One of the next largest performance problems with all storage is that in traditional systems, everything has to be treated in a very general way. For example, how big will a RAID 5 be? It can be as small as three drives, or it may be 10, or even 16 drives. As the systems are developed, no one knows how many drives will be in any given array, so the code has to be written very generically to be able to accommodate drives of all sizes.
If you look at storage manufacturer’s recommendations for a RAID 5 however, they are almost always for a 4+1 (5 disk) array. But, they don’t want to lock you into that, so they allow you to make other sizes. The generalization doesn’t stop here though; the hard drive also has to accommodate being plugged into any one of hundreds of different types of storage arrays. This means that the firmware on the drive has to be very generic to accommodate all of these potential options and slight variances.

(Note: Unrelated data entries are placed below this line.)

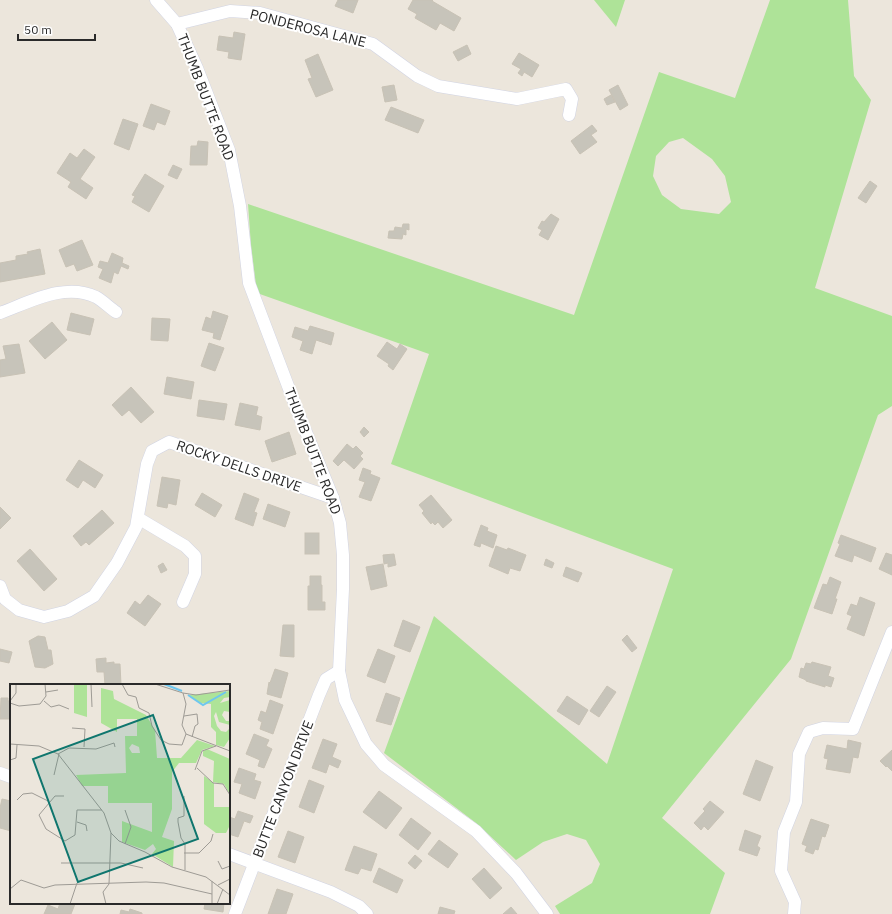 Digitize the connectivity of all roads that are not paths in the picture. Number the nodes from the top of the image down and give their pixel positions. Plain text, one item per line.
1 (156, 0) edge
2 (178, 24) junction
3 (569, 115) dead end
4 (116, 312) dead end
5 (0, 313) edge
6 (333, 498) junction
7 (138, 518) junction
8 (0, 586) edge
9 (183, 602) dead end
10 (892, 632) edge
11 (339, 671) junction
12 (0, 773) edge
13 (10, 777) edge
14 (230, 854) edge
15 (254, 863) junction
16 (235, 914) edge
17 (367, 914) edge
18 (547, 914) edge
19 (794, 914) edge

1 - 2 street, THUMB BUTTE ROAD
2 - 3 street, PONDEROSA LANE
2 - 6 street, THUMB BUTTE ROAD
4 - 5 street
6 - 7 street, ROCKY DELLS DRIVE
6 - 11 street, THUMB BUTTE ROAD
7 - 8 street, ROCKY DELLS DRIVE
7 - 9 street
10 - 19 street
11 - 15 street, BUTTE CANYON DRIVE
11 - 18 street, THUMB BUTTE ROAD
12 - 13 street
14 - 15 street
15 - 16 street, BUTTE CANYON DRIVE
15 - 17 street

The RAID controller itself also has to be able to accommodate many different types of drives: in capacity, speed, manufacturer, etc. Furthermore, the drive chassis has to be able to accommodate any type of drive that is plugged into it, which leads to non-optimal designs. This, in turn, leads to vibration that can impact the drives more severely.

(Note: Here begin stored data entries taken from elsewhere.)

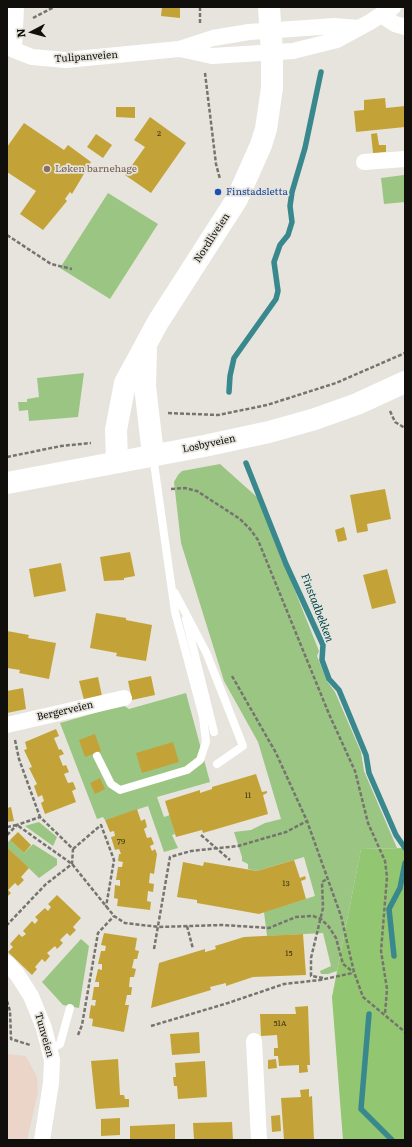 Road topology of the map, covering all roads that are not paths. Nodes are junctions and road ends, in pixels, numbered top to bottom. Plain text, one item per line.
1 (16, 7) edge
2 (269, 7) edge
3 (387, 11) edge
4 (405, 27) edge
5 (359, 28) junction
6 (271, 31) junction
7 (10, 48) edge
8 (179, 48) junction
9 (272, 53) junction
10 (405, 159) edge
11 (364, 162) dead end
12 (146, 345) junction
13 (405, 382) edge
14 (153, 455) junction
15 (117, 462) junction
16 (7, 483) edge
17 (172, 587) junction
18 (184, 610) junction
19 (124, 698) dead end
20 (11, 731) edge
21 (214, 732) dead end
22 (97, 756) dead end
23 (217, 764) dead end
24 (7, 963) edge
25 (70, 1008) dead end
26 (254, 1041) dead end
27 (55, 1047) junction
28 (42, 1140) edge
29 (260, 1140) edge

1 - 7 street, Tulipanveien
2 - 6 main road, Nordliveien
3 - 4 street
3 - 5 street
5 - 6 street
5 - 9 street
6 - 8 street, Tulipanveien
6 - 9 main road, Nordliveien
7 - 8 street, Tulipanveien
8 - 9 street, Tulipanveien
9 - 12 main road, Nordliveien
10 - 11 street
12 - 14 main road, Nordliveien
12 - 15 main road, Nordliveien
13 - 14 main road, Losbyveien
14 - 15 main road, Losbyveien
14 - 17 lane
15 - 16 main road, Losbyveien
17 - 18 lane
17 - 22 lane
18 - 21 lane
18 - 23 lane
19 - 20 street, Bergerveien
24 - 27 street, Tunveien
25 - 27 lane
26 - 29 street
27 - 28 street, Tunveien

See the diagram of this in the previous blog: Common Causes of Hard Drive Failures.
All of this generic design leads to inherent performance inefficiencies. This also is one of the main reasons that RAID controllers kick drives out so frequently; since they are generically talking to a generic drive which is vibrating in a generic chassis, they don’t have the ability to do much along the lines of low level diagnostics or repair of the drives, so if they get anything they don’t like, they just throw the baby out with the bathwater, and degrade the array.